§ **Work instructions**:
Your answer must be every line of the data that contains "Parkway".

§ **Extracted data**:
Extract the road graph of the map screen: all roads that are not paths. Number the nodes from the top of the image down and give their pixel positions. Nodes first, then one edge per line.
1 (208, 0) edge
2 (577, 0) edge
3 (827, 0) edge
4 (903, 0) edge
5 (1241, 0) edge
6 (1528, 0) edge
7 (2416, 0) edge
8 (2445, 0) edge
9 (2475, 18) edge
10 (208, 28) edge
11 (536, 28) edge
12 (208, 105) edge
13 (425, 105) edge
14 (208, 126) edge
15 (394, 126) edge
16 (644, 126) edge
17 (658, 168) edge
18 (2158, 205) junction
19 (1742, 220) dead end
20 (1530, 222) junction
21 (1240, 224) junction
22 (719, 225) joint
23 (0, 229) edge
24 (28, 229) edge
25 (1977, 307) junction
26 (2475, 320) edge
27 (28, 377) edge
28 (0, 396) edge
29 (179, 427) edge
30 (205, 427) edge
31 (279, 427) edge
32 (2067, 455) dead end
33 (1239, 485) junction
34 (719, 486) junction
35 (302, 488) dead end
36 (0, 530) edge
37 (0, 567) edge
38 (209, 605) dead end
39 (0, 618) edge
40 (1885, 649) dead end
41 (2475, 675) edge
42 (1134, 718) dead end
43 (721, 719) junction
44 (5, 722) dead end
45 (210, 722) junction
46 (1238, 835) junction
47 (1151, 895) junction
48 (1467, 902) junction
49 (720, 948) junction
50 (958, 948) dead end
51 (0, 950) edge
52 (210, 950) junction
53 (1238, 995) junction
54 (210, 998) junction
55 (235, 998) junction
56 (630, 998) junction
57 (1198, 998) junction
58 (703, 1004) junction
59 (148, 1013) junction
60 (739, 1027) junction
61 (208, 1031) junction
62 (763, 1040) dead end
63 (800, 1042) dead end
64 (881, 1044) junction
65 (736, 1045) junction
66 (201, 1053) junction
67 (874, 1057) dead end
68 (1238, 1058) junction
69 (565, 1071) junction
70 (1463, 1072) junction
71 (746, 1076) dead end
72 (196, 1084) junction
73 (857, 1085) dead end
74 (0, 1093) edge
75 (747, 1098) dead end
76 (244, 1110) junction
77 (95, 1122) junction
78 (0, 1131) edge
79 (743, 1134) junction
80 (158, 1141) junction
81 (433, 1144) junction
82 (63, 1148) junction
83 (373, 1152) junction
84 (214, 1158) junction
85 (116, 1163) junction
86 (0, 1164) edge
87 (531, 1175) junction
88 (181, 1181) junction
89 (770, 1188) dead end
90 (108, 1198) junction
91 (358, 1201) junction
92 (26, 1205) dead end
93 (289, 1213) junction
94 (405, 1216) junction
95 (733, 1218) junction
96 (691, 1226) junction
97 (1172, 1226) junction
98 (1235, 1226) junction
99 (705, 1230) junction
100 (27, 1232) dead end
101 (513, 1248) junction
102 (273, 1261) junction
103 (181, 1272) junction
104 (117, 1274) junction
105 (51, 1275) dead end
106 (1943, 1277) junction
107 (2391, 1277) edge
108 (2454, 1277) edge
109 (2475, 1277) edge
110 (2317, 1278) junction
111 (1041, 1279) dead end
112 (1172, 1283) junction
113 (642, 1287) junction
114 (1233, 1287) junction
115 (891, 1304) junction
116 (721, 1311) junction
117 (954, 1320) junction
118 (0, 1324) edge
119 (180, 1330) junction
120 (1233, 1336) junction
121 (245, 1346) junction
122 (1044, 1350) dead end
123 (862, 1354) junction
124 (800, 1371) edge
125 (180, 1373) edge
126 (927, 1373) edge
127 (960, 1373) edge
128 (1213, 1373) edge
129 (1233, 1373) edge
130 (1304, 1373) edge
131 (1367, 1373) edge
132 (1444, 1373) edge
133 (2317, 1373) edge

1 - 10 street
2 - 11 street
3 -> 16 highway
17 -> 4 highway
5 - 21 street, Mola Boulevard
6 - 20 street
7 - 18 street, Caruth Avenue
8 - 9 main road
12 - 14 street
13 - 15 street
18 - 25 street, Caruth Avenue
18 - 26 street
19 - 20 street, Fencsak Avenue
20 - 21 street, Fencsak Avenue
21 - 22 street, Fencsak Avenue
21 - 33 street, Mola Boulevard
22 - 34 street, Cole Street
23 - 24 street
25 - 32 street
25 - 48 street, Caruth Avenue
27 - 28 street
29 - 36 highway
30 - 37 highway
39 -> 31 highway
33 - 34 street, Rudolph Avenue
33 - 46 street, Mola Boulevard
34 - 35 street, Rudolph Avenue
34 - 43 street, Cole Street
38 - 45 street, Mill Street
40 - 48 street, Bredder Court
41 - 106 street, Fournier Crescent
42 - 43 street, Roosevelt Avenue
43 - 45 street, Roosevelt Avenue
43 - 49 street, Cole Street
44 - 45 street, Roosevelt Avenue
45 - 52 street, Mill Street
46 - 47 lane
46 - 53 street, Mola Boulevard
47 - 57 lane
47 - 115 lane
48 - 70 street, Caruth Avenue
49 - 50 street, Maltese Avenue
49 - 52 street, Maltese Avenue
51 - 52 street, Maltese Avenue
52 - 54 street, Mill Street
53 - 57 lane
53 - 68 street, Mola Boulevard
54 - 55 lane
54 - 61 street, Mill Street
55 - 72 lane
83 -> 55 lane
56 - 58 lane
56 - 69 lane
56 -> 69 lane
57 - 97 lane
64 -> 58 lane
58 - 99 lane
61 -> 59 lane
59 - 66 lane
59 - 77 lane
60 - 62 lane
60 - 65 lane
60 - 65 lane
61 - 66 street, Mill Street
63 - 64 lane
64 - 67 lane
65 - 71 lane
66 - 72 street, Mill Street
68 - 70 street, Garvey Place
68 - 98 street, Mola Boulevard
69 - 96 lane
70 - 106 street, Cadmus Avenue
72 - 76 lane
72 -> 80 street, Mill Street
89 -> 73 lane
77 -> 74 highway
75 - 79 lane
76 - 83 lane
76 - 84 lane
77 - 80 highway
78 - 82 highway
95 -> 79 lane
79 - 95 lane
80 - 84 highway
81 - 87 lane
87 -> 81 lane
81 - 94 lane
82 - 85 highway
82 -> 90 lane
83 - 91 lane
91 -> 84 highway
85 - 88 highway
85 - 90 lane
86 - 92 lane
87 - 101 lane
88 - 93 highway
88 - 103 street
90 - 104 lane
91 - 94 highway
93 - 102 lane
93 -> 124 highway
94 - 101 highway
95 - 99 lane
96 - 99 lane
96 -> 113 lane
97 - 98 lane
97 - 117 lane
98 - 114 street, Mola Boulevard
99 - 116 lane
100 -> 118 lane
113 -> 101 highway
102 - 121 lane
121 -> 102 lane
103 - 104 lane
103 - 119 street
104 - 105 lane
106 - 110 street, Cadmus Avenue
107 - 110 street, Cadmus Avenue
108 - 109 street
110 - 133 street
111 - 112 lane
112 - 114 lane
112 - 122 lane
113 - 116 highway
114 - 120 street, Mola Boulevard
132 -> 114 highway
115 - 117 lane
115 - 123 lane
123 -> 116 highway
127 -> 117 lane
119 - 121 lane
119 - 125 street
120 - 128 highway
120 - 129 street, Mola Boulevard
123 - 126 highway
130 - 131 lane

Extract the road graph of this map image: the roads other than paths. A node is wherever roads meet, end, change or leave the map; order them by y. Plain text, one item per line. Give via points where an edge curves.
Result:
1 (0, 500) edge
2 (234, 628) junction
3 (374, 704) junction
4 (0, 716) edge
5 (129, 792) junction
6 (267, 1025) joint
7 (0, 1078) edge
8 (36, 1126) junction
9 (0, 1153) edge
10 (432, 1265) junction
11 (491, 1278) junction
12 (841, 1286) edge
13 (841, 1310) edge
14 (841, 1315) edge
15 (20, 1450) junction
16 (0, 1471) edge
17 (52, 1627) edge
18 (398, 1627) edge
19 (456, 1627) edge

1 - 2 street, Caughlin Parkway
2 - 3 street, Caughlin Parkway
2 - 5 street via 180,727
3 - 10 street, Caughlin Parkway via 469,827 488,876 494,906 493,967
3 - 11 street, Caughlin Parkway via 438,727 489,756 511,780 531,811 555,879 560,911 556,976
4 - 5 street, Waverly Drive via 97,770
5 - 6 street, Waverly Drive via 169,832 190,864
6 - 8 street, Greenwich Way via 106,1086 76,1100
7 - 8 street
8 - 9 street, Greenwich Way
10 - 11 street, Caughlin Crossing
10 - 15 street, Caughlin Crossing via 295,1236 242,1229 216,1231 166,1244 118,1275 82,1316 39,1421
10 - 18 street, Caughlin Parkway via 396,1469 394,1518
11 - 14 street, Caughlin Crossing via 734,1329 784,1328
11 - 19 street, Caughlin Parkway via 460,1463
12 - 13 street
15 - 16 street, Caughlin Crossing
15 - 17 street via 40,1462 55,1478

§ **Solution below**:
1 - 2 street, Caughlin Parkway
2 - 3 street, Caughlin Parkway
3 - 10 street, Caughlin Parkway via 469,827 488,876 494,906 493,967
3 - 11 street, Caughlin Parkway via 438,727 489,756 511,780 531,811 555,879 560,911 556,976
10 - 18 street, Caughlin Parkway via 396,1469 394,1518
11 - 19 street, Caughlin Parkway via 460,1463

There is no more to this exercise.